Faire de l’Europe un leader de l’innovation technologique
L’Europe accuse un retard dans les secteurs technologiques de pointe, notamment en raison d’un manque de financement et d’un marché des capitaux fragmenté. Malgré une épargne privée de 1 400 milliards d’euros, les entreprises peinent à rivaliser avec leurs concurrentes américaines et asiatiques, déplore Ursula von der Leyen.
La Commission souhaite donc relancer le projet de l’Union européenne de l’épargne et de l’investissement pour mieux mobiliser les capitaux privés. Elle prévoit également des investissements massifs dans des technologies stratégiques : IA, biotechnologies, robotique, matériaux avancés ainsi que dans les technologies quantiques et spatiales.
Enfin, un outil de coordination des politiques de compétitivité sera mis en place pour aligner les efforts des États membres dans ces différents secteurs.
Maîtriser les coûts énergétiques tout en garantissant la sécurité
L’un des principaux obstacles à la compétitivité de l’Europe réside également dans le coût de l’énergie, nettement plus élevé que chez ses principaux concurrents, notamment la Chine et les États-Unis. Ces tarifs représentant un poids considérable pour les entreprises, Bruxelles annonce préparer un plan pour l’énergie abordable, dont les détails seront publiés prochainement.
L’UE veut aussi accélérer la décarbonation de son industrie tout en soutenant les secteurs clés comme la chimie, l’acier et l’automobile. Un pacte pour une industrie propre sera ainsi présenté le 26 février, combinant compétitivité et innovation pour promouvoir des technologies bas-carbone et renforcer l’indépendance énergétique du continent.
Afin de réduire ses dépendances stratégiques, l’Europe mise par exemple sur de nouveaux partenariats pour l’approvisionnement en matières premières et mettra en place une plateforme commune d’achat pour sécuriser l’approvisionnement en ressources essentielles. Enfin, une réforme des marchés publics introduira une préférence européenne pour les secteurs critiques, renforçant ainsi l’indépendance énergétique du continent.

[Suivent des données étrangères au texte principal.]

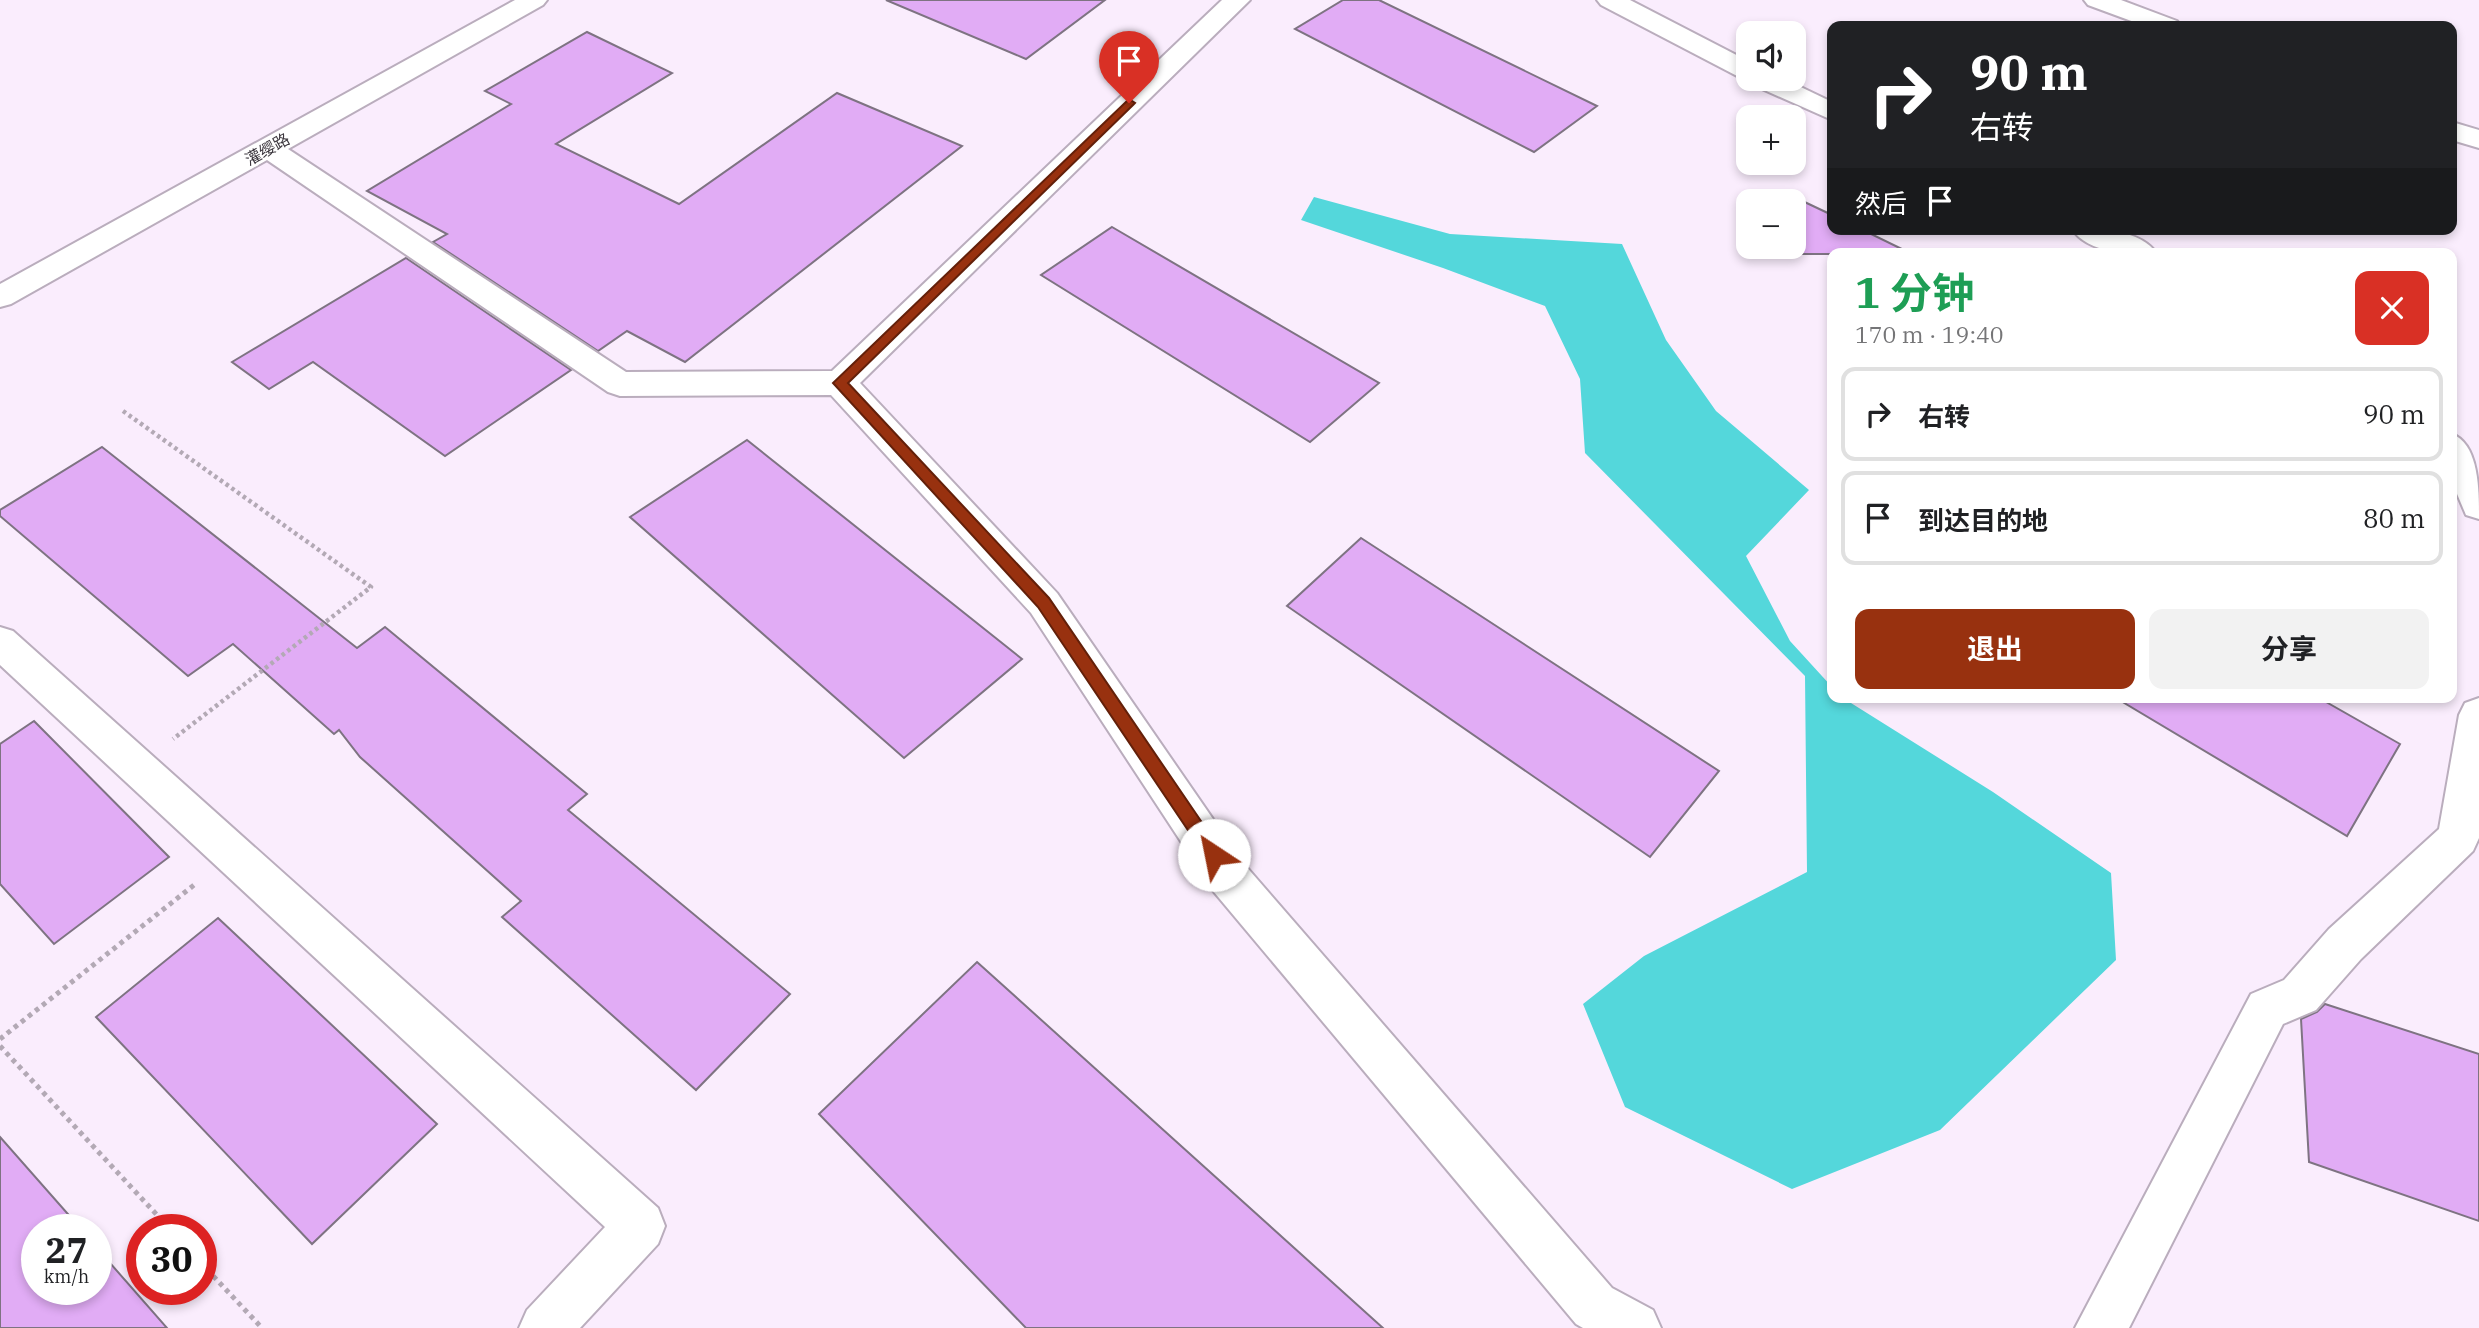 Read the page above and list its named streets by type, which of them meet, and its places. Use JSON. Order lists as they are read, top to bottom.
{
  "streets": {
    "street": ["灌缨路"]
  },
  "page": {
    "map_buttons": ["+", "−"],
    "turn": ["90 m", "右转"],
    "then": "然后",
    "heading": ["1 分钟", "170 m · 19:40"],
    "list": [
      {
        "name": "右转",
        "value": "90 m"
      },
      {
        "name": "到达目的地",
        "value": "80 m"
      }
    ],
    "buttons": ["退出", "分享"],
    "speed": "27 km/h",
    "limit": "30"
  }
} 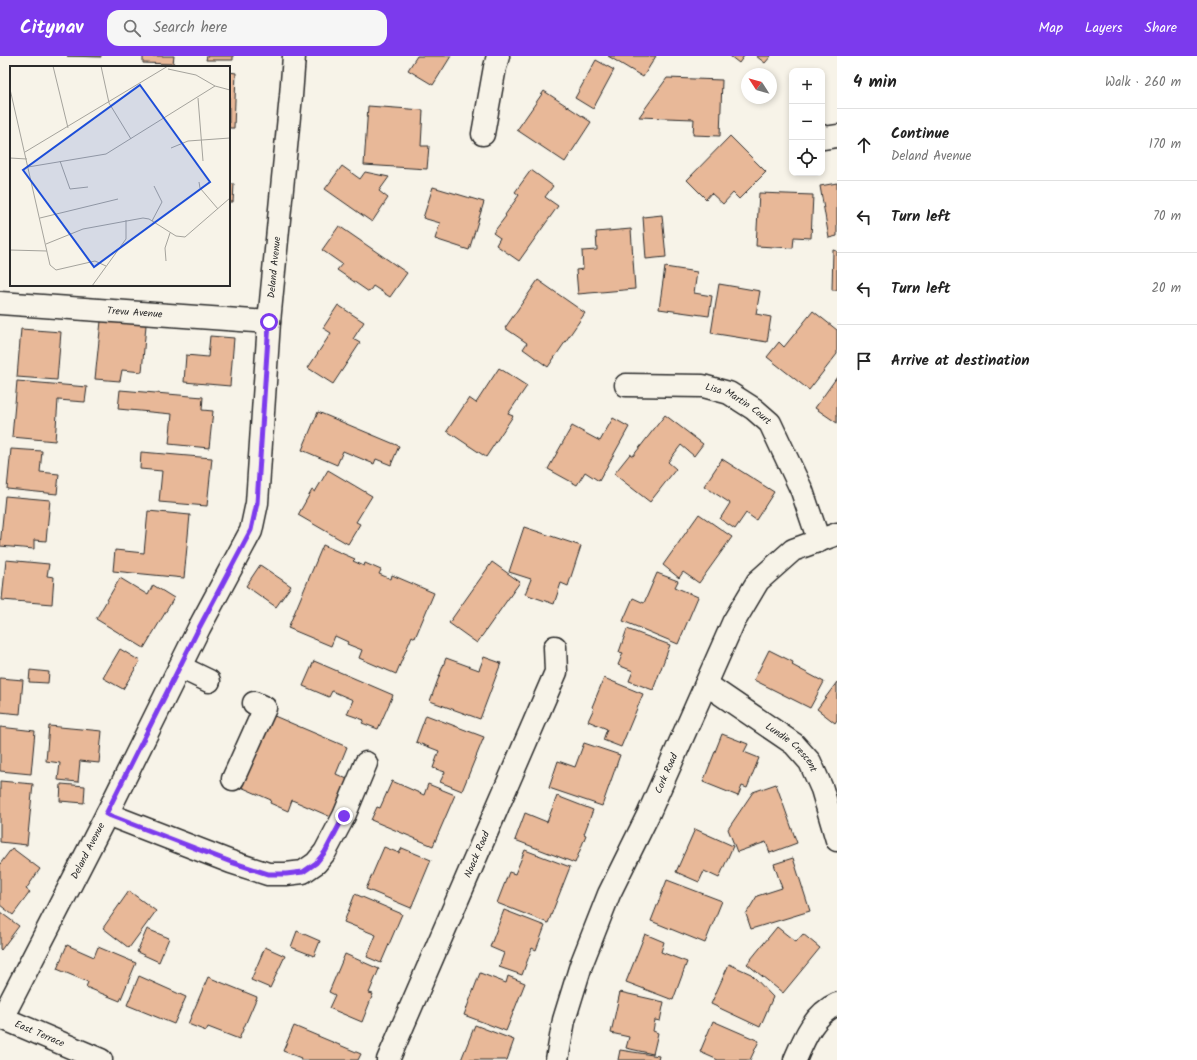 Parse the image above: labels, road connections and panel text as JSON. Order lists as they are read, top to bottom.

Une ambition forte… mais sera-t-elle suffisante ?
Avec la « Boussole pour la compétitivité » , Bruxelles envoie un signal fort aux investisseurs, mais plusieurs obstacles subsistent. Le financement reste incertain : selon Mario Draghi, 750 à 800 milliards d’euros d’investissements annuels seraient nécessaires, un niveau encore hors de portée pour l’UE.
Des tensions entre États membres compliquent aussi la mise en œuvre. Certains réclament un assouplissement des règles environnementales pour privilégier la compétitivité, tandis que la France et l’Allemagne demandent des mesures rapides pour alléger les charges des entreprises.
La Commission fixe un cap stratégique. Reste à voir si les Vingt-Sept suivront cette trajectoire pour éviter à l’Europe de perdre du terrain face à ses concurrents.